▸ **Your objective**
Would you please copy each line below that includes the string "Alderbrook"?

▸ **Data for this task**
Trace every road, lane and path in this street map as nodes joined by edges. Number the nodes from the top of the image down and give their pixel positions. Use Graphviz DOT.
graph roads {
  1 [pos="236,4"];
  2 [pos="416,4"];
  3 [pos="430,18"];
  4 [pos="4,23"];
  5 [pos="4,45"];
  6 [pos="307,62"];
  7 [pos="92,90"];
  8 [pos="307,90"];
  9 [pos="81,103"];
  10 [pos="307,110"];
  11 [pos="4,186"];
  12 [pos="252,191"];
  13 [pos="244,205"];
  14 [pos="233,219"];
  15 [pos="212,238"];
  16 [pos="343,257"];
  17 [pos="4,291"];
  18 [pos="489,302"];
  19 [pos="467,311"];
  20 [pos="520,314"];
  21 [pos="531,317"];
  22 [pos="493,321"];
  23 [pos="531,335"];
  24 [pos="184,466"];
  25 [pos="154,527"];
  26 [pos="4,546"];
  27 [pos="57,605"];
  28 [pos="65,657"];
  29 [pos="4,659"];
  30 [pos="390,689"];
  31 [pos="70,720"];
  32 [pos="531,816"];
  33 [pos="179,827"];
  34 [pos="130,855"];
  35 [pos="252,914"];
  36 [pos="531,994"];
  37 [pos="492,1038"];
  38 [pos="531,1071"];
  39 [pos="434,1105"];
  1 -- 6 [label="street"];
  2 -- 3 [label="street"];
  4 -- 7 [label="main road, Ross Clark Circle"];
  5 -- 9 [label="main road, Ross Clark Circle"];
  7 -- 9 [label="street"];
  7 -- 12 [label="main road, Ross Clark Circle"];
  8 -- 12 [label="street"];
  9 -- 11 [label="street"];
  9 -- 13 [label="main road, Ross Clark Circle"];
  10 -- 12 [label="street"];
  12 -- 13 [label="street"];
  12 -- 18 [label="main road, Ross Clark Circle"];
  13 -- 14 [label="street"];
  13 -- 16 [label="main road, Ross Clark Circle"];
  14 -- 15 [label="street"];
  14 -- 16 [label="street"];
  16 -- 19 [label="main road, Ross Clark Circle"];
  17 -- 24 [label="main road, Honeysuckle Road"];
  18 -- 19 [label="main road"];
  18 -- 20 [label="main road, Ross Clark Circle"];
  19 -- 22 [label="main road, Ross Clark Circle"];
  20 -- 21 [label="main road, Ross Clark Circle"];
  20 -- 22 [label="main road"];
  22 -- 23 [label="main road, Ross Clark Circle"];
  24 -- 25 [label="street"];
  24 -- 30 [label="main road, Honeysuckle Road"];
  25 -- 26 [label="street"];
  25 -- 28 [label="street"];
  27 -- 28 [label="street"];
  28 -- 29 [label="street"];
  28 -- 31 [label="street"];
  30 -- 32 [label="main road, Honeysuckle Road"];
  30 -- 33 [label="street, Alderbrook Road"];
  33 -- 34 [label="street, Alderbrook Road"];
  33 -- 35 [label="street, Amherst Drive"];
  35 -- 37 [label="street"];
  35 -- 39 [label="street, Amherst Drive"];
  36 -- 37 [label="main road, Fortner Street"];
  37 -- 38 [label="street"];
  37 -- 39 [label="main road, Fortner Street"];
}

▸ **Response**
  30 -- 33 [label="street, Alderbrook Road"];
  33 -- 34 [label="street, Alderbrook Road"];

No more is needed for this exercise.